Chaque semaine, le Dr Kirstin Ferguson aborde des questions sur le lieu de travail, la carrière et le leadership dans sa chronique de conseil a obtenu une minute? Cette semaine: parler de la vraie raison pour laquelle vous avez démissionné, le siège qui s'est retiré de vous et de répondre aux attentes.
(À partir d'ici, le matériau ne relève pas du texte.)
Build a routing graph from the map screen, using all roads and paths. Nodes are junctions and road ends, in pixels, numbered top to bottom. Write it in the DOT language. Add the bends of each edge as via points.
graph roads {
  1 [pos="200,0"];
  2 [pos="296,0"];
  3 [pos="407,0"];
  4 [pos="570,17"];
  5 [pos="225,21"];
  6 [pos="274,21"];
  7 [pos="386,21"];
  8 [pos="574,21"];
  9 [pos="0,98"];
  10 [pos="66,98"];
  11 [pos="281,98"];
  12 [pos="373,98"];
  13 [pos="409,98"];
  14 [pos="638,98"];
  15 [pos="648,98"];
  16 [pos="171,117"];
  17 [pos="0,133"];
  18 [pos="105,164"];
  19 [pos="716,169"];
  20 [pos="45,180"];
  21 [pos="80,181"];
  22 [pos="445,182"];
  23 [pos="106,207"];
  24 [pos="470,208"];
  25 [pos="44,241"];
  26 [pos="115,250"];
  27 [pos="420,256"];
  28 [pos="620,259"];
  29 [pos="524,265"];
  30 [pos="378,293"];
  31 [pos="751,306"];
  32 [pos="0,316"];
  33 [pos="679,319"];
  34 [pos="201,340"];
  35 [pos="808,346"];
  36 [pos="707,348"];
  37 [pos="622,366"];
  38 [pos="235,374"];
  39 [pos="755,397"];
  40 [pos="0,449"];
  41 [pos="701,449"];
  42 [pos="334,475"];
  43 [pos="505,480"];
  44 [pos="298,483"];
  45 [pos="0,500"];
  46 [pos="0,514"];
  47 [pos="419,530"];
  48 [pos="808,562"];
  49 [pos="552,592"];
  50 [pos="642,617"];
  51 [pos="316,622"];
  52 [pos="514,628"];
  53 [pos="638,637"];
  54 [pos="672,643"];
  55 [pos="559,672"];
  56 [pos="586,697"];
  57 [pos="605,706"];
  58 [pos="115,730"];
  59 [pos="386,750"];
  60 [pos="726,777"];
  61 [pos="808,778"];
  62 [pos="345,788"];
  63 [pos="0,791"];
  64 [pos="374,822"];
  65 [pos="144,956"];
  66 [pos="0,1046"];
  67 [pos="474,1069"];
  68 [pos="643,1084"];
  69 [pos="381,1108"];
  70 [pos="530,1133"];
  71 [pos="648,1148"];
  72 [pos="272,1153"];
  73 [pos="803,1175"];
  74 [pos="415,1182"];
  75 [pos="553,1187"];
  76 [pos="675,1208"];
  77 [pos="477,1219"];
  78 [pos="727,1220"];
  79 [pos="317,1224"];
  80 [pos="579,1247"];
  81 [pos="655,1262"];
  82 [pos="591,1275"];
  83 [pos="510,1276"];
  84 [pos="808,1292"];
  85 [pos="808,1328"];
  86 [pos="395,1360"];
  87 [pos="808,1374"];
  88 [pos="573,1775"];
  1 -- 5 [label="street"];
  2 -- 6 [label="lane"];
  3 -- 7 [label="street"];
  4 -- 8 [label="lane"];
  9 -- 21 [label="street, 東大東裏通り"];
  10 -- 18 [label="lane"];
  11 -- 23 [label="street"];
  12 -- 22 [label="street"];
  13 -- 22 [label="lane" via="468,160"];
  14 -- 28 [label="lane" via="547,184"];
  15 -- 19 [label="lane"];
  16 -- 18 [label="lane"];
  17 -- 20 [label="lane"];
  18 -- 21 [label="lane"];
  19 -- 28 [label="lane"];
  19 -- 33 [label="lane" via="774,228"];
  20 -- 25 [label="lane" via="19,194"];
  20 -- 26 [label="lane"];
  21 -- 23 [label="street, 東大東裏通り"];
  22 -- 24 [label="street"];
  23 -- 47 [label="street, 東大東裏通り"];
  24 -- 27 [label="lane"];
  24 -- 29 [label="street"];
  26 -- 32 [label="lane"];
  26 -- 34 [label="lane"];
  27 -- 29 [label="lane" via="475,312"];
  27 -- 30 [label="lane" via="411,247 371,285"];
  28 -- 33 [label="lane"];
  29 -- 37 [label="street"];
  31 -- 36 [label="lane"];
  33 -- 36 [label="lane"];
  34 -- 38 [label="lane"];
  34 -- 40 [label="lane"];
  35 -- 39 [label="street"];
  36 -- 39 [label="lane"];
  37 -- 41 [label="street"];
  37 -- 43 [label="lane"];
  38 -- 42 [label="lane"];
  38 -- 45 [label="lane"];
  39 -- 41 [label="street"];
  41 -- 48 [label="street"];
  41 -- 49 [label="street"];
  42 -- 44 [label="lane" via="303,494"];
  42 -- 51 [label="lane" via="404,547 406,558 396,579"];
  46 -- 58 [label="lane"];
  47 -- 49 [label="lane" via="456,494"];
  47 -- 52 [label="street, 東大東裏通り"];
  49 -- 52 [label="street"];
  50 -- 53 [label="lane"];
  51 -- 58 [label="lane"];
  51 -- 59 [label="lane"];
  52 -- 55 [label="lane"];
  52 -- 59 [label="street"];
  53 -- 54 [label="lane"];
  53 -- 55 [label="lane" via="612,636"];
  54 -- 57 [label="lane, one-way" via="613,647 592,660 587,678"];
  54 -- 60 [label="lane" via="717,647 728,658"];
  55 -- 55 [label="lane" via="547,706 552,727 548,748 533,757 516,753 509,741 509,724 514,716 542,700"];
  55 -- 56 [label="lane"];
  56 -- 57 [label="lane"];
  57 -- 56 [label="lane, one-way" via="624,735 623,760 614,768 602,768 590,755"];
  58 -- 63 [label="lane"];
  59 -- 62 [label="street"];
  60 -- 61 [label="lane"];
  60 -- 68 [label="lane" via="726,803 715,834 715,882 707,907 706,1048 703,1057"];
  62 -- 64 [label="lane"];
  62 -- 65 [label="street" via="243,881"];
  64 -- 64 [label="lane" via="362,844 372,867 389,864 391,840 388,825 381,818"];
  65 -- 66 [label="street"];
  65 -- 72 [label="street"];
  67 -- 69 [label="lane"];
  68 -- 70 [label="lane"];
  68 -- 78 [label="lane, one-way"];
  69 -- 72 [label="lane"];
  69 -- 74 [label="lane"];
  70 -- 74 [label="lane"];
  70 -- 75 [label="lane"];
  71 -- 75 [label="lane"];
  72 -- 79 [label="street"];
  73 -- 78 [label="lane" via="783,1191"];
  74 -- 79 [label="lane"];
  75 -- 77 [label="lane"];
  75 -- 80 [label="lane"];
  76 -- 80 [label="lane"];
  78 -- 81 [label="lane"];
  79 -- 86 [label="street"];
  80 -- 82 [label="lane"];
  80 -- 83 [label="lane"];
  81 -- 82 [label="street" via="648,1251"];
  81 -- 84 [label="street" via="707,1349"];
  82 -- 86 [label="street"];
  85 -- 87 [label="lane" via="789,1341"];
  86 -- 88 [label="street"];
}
Laisser un emploi que vous aimiez à cause du mauvais comportement de quelqu'un d'autre est assez mauvais, mais devriez-vous vous taire aussi?Crédit: Gain de dionne
J'étais bénévole avec une organisation scientifique communautaire et je l'ai trouvé plus gratifiant que mon travail rémunéré. J'ai toujours souligné cette expérience dans les interviews. Cependant, je suis parti après qu'un homme plus âgé a tenté de m'agresser sexuellement. C'était traumatisant, mais la réponse du président à ma plainte était pire. Il l'a finalisé dans les deux jours sans me parler, a offert des «solutions» inadéquates par téléphone, et plus tard, lorsque j'ai cherché plus d'informations, il m'a crié pour divulguer les attaques passées. Sous la contrainte, j'ai partagé quelques détails. Lorsque j'ai essayé de demander un soutien ailleurs dans l'organisation, personne n'a aidé. Se sentant isolé, j'ai démissionné. Je suis maintenant sous antidépresseurs et en counseling, et je reste profondément traumatisé. Au travail, les collègues me posent souvent des questions sur mon bénévolat, car ils savaient que c'était une partie importante de ma vie. Je leur ai dit la vérité, mais je crains que ce ne soit pas la bonne approche. Dois-je continuer à être ouvert, ou est-il préférable de le jouer et d'éviter de répondre pleinement?
Tout d'abord, je suis vraiment désolé que cela vous soit arrivé. Il semble que vous ayez été déçu à plusieurs points où vous auriez dû vous attendre à l'empathie, à la protection et à la justice. Deuxièmement, il semble que quelqu'un commet un crime contre vous et que vous ayez donc le droit d'amener cela à la police, ou à un autre organisme de réglementation, à signaler. Si vous pensez que c'est un chemin que vous souhaitez suivre, cela peut vous aider à recevoir le soutien que vous n'avez pas reçu lorsque vous avez signalé la question en interne.
Troisièmement, le comportement de votre président était inacceptable. Il a des obligations en tant que titulaire de bureau pour vous assurer que vous êtes en sécurité au travail, et il ne semble pas l'avoir fait. En fait, il semble avoir aggravé la situation pour vous. L'organisme de réglementation qui administre votre organisation bénévole peut vous aider à cet égard.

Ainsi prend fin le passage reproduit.